Material supplied.
--- START ---

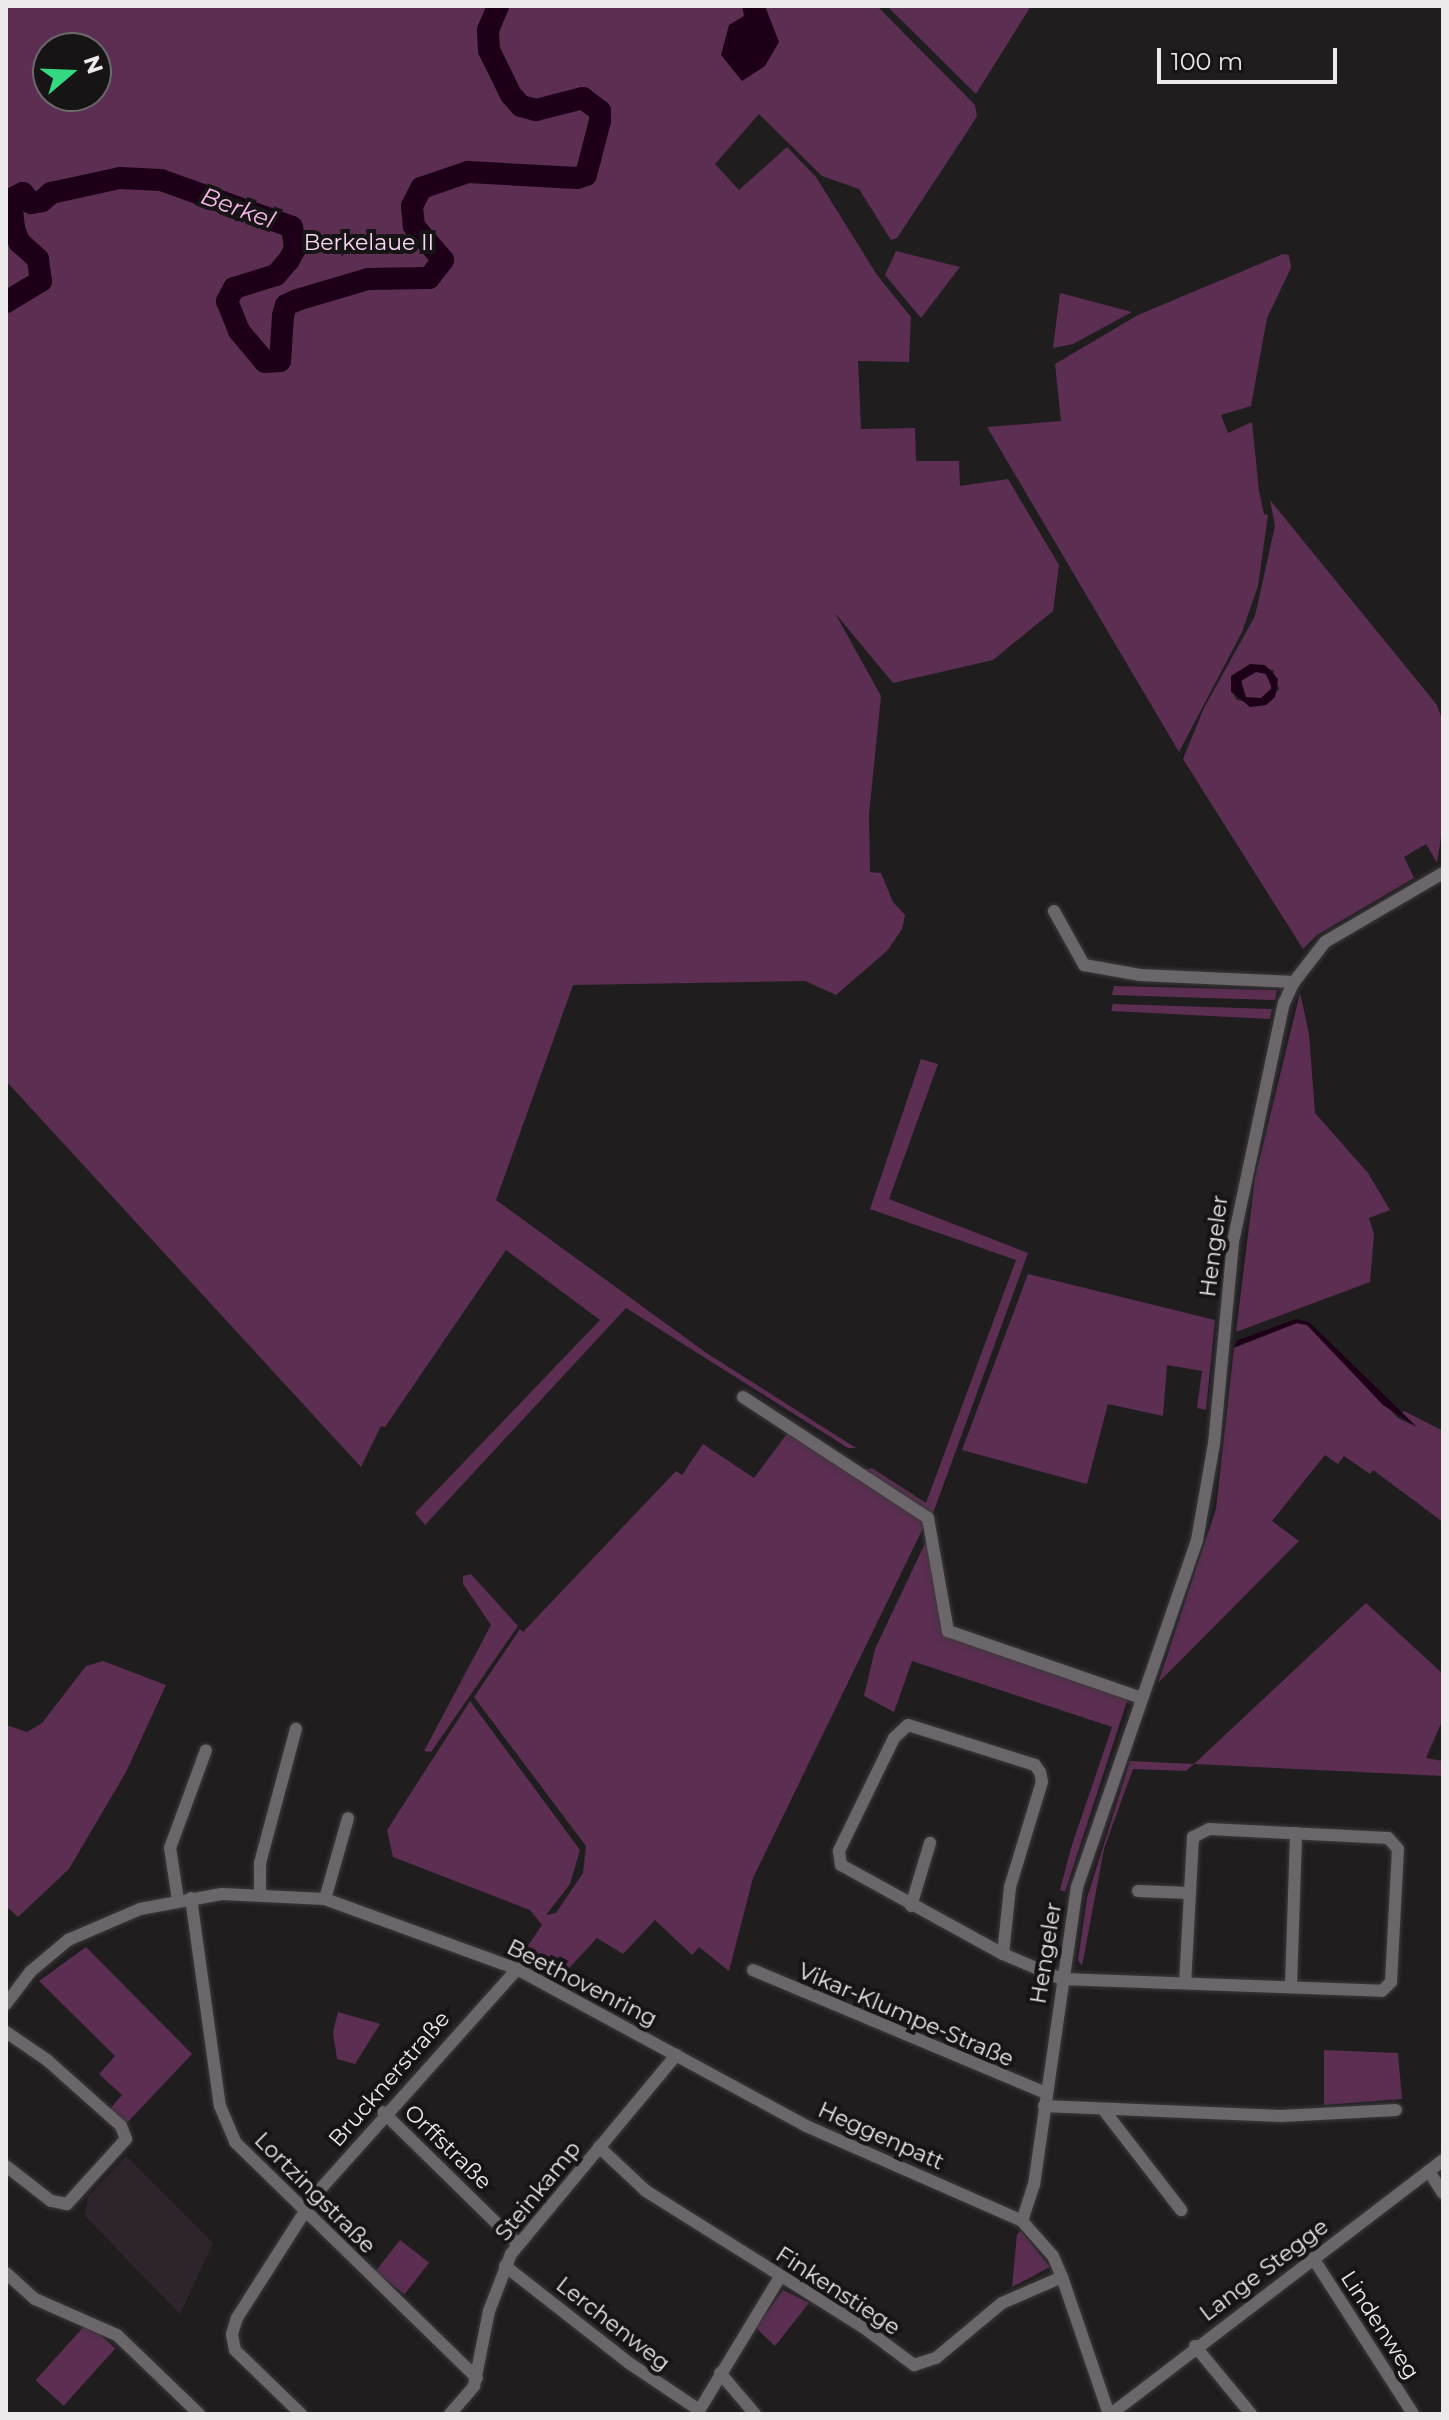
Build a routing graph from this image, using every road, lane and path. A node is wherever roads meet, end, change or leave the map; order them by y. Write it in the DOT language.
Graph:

--- END ---
--- START ---

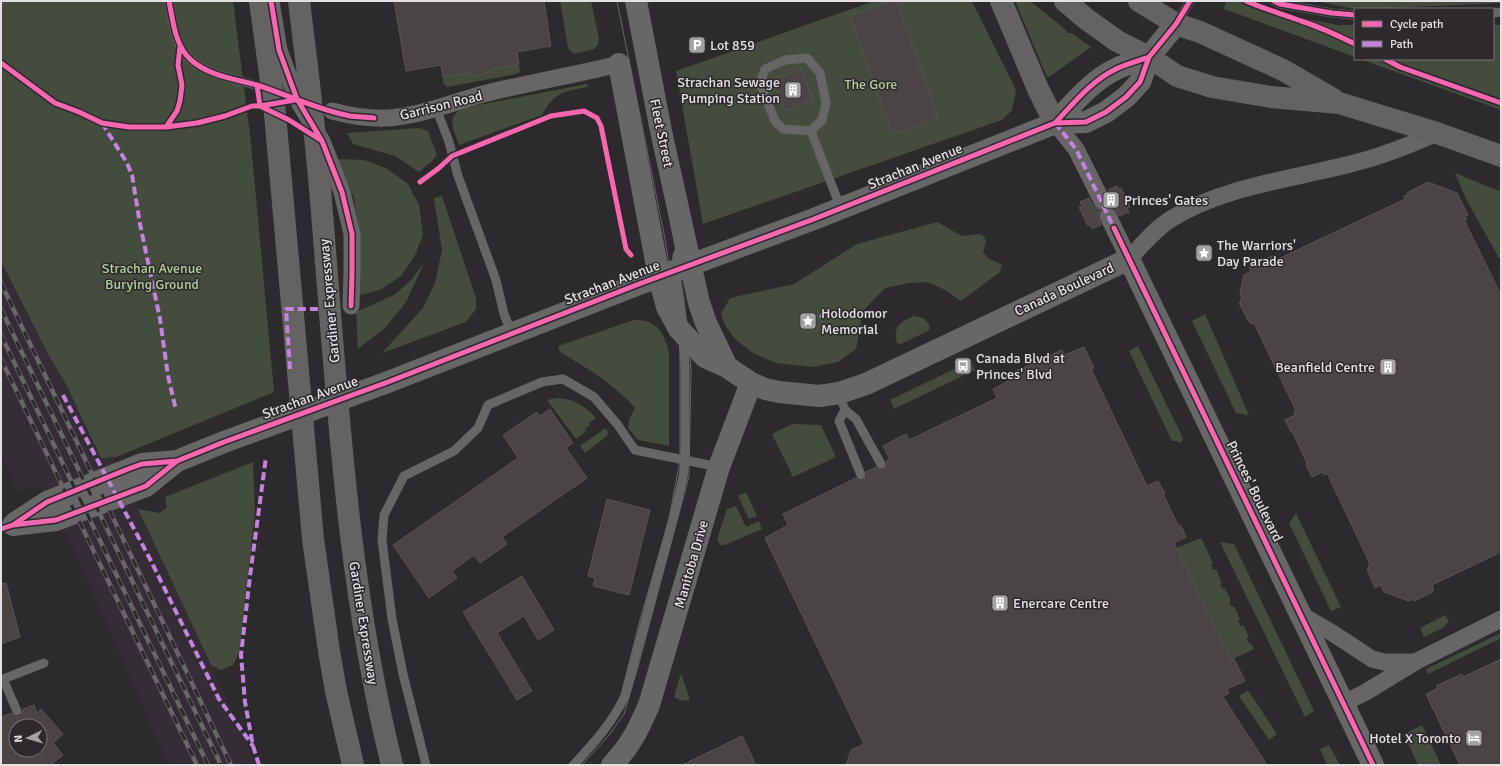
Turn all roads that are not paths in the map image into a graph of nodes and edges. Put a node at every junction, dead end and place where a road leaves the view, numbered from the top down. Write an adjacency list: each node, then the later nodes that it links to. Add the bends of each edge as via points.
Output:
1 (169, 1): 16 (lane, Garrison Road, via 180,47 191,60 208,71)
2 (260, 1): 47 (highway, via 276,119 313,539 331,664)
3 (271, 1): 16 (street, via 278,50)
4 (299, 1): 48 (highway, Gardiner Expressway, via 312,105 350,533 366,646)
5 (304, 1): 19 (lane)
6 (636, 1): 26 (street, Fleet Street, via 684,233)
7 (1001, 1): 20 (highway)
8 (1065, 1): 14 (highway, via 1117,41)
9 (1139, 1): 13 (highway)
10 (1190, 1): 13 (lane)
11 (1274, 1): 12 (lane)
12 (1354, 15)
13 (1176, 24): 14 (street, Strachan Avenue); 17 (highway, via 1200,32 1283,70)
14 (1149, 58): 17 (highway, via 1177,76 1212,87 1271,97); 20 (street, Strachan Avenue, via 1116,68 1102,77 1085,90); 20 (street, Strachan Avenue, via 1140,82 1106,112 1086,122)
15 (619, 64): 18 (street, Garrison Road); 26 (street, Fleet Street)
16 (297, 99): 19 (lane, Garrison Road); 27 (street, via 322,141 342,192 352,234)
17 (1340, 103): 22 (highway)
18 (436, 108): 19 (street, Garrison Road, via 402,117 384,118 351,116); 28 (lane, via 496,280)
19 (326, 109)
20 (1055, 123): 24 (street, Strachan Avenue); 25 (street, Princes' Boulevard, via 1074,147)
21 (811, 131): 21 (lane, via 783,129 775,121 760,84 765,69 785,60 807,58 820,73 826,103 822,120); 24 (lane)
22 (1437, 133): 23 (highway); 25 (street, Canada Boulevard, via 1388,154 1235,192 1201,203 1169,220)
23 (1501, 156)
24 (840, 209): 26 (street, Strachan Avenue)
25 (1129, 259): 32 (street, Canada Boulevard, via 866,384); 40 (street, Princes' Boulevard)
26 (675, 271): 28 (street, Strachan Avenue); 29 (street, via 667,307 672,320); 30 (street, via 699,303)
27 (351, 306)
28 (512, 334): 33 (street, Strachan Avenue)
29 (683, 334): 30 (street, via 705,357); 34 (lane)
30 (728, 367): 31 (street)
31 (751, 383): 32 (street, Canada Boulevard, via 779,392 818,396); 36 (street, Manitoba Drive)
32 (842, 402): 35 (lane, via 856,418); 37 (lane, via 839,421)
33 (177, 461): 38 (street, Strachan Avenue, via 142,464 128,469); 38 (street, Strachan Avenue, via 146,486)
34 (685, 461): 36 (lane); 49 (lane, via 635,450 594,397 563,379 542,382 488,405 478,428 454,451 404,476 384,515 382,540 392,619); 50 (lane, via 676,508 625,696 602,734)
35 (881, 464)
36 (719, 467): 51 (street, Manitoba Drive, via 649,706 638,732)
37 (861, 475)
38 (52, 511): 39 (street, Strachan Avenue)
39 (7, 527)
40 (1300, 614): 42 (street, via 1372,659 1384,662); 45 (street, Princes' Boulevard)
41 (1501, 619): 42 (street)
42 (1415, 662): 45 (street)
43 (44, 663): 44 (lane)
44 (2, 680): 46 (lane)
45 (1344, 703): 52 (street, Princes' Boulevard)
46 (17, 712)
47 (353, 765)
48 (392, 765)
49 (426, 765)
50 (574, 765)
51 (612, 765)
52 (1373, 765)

--- END ---

Goal of the exercise. Lines of the data above that include the string "from" must each be copied.

Written response.
Build a routing graph from this image, using every road, lane and path. A node is wherever roads meet, end, change or leave the map; order them by y. Write it in the DOT language.
Turn all roads that are not paths in the map image into a graph of nodes and edges. Put a node at every junction, dead end and place where a road leaves the view, numbered from the top down. Write an adjacency list: each node, then the later nodes that it links to. Add the bends of each edge as via points.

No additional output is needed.